Why User Interface Is Important

From the New York Times:



Dazed by a Technical Knockout. The BMW 745i is a remarkable car with so many genuine technical advancements that it is surely the world’s most advanced sedan.


I’m quite certain that I’ve never seen Niklaus Wirth quoted in a car review before. Hell, I don’t think I’ve ever seen him quoted in a computer review.


The underlying point of the review is also sound. Why in God’s name would you design a car so complex that you need a cheat sheet to give a parking valet? When you’re hurtling down the freeway at 65 mph or better, you really don’t want to have to think about how to tune the radio, do you?

Here Kitty Kitty Kitty….

From Reuters:



A Canadian family had to flee for safety after their pet Siamese cat went on a rampage, tearing at clothes and skin and driving them out of the house… Another police officer said Cocoa was “a Siamese cat with an attitude problem.”

The Softer Side, Indeed.

Sears to Buy Lands’ End for $1.9 Billion. Sears, Roebuck & Company, the nation’s largest department store company, agreed to buy Lands’ End the biggest specialty catalog and Internet retailer, for $1.9 billion in cash.


OK, let me get this straight. Sears has a catalog for 100 years. It pretty much invents direct marketing and mail order. It kills the catalog in 1993. Then, 10 years later, it spends $1.9 billion to buy a casual clothing company that pretty recently had revenues that didn’t even amount to rounding error for Sears.


And if you’re going to give me the hard goods/soft good argument about Sears stores and the catalog, you probably need to remember that Lands’ End started by selling sailing equipment and attire.

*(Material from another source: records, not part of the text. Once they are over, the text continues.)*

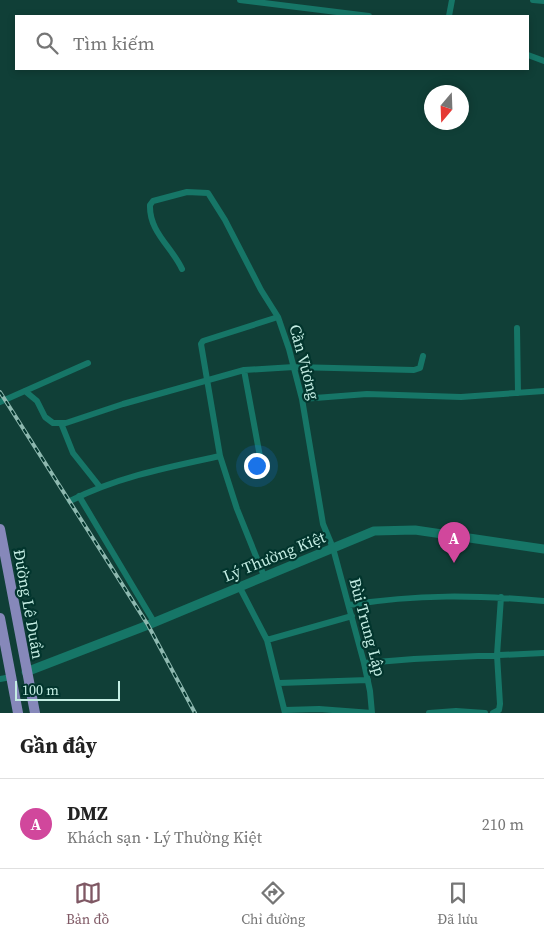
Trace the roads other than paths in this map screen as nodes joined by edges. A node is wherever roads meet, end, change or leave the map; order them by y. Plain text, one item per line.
1 (240, 0) edge
2 (452, 0) edge
3 (533, 0) edge
4 (544, 1) edge
5 (361, 15) edge
6 (449, 15) edge
7 (529, 55) edge
8 (544, 61) edge
9 (182, 269) dead end
10 (278, 317) junction
11 (517, 328) dead end
12 (422, 356) dead end
13 (88, 363) dead end
14 (294, 367) junction
15 (244, 370) junction
16 (206, 381) junction
17 (25, 391) junction
18 (544, 391) edge
19 (518, 393) junction
20 (302, 398) junction
21 (0, 402) edge
22 (61, 423) junction
23 (220, 456) junction
24 (261, 462) dead end
25 (100, 487) junction
26 (79, 496) junction
27 (70, 501) dead end
28 (0, 529) edge
29 (333, 548) junction
30 (544, 549) edge
31 (264, 576) junction
32 (239, 586) junction
33 (501, 597) junction
34 (544, 601) edge
35 (348, 605) junction
36 (352, 616) junction
37 (0, 618) edge
38 (154, 622) junction
39 (267, 640) junction
40 (544, 654) edge
41 (498, 655) junction
42 (364, 663) junction
43 (26, 672) junction
44 (11, 678) junction
45 (0, 679) edge
46 (368, 680) junction
47 (279, 683) junction
48 (285, 712) edge
49 (18, 713) edge
50 (35, 713) edge
51 (372, 713) edge
52 (429, 713) edge
53 (485, 713) edge
54 (493, 713) edge

1 - 5 street
2 - 6 street
3 - 4 street
7 - 8 street
9 - 10 street, Cần Vương
10 - 14 street, Cần Vương
10 - 16 street
11 - 19 street
12 - 14 street
13 - 17 street
14 - 15 street
14 - 20 street, Cần Vương
15 - 16 street
15 - 24 street
16 - 22 street
16 - 23 street
17 - 21 street
17 - 22 street
18 - 19 street
19 - 20 street
20 - 29 street, Cần Vương
22 - 25 street
23 - 25 street
23 - 31 street
25 - 26 street
26 - 27 street
26 - 38 street
28 - 43 highway, Đường Lê Duẩn
29 - 30 main road, Lý Thường Kiệt
29 - 31 main road, Lý Thường Kiệt
29 - 35 street, Bùi Trung Lập
31 - 32 main road, Lý Thường Kiệt
32 - 38 main road, Lý Thường Kiệt
32 - 39 street
33 - 34 street
33 - 35 street
33 - 41 street
35 - 36 street, Bùi Trung Lập
36 - 39 street
36 - 42 street, Bùi Trung Lập
37 - 44 highway, Đường Lê Duẩn
38 - 43 main road, Lý Thường Kiệt
39 - 47 street
40 - 41 street
41 - 42 street
41 - 54 street
42 - 46 street, Bùi Trung Lập
43 - 44 highway
43 - 50 highway, Đường Lê Duẩn
44 - 45 street
44 - 49 highway, Đường Lê Duẩn
46 - 47 street
46 - 51 street, Bùi Trung Lập
47 - 48 street
48 - 51 street
52 - 53 street

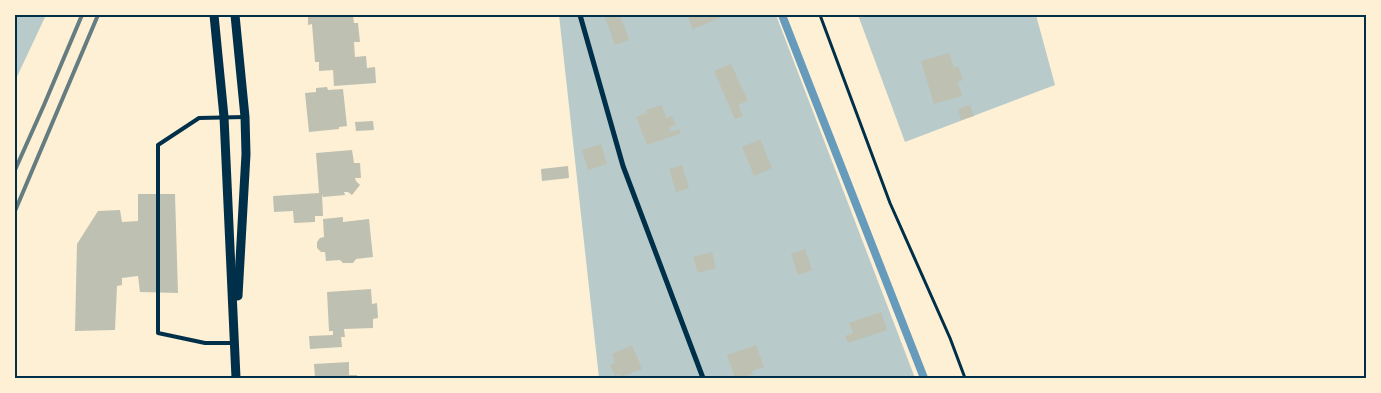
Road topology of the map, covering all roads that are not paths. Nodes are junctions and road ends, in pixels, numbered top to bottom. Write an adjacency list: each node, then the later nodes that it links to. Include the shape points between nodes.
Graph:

I can’t help but wonder how much it would have cost Sears to stick with the catalog for the intervening years. And I’d love to hear how Sears’s management has been/will be punished for the expensive reversal of course.


I just hope Sears doesn’t screw up Lands’ End…

Snooping and EZPass

Here in the Northeast, we can use something called E-ZPass to pay bridge and road tolls on most major highways. You set up and account with the E-ZPass folks, they send you a box that you attach to your car’s windshield (or behind the grille), and roll slowly through toll barriers. It’s really quite wonderful. The proper tolls are deducted automatically from your account. Or, at least, that’s the theory.

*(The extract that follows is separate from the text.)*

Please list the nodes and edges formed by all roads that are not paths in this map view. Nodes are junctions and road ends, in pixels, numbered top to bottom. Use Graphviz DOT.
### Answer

It does not take a rocket scientist to figure out that, convenience aside, there could be some privacy concerns. All your toll transactions are tracked, and you’re sent a statement every month or so. I can see from my latest statement that I crossed the Bronx Whitestone Bridge once in each direction on February 23rd, northbound in lane 22 at 5:40pm, southbound in lane 17 at 11:20pm. Also listed is the number of the tag that was scanned. Someone with access to the database could presumably see the same thing.


So the latest statement came, and I found a transaction at Exit 10 of the Massachusetts Turnpike dated 7:45am on April 3. Ummm, no. I’d swapped my tag a few days before that (at E-ZPass’s request), and mailed in the old tag, which is the one that hit in Massachusetts.


I called the service center, explained the situation, and the customer service rep said that within a few days, they would send me an inquiry form. This form would include a photo of the license plate of the car bearing the E-ZPass linked to my account, snapped as the car pulled away from the toll barrier. If it’s not my car, they’ll reverse the charge?


Say what?


It seems that E-ZPass photographs the license plates of all vehicles that pass through one of their toll barriers. Since I can’t find any reference to that practice in their Terms and Conditions, I don’t know how long they keep them. I also don’t know what other use they’re put to, and that worries me a bit. And the part about their not ‘fessing up to the practice in any easy-to-find place actually worries me quite a lot.

Don’t Try This At Home, Nautical Div.

An acquaintance on one of my mailing lists sends this link along.


I’m not sure, but didn’t Bogart try this move in The African Queen?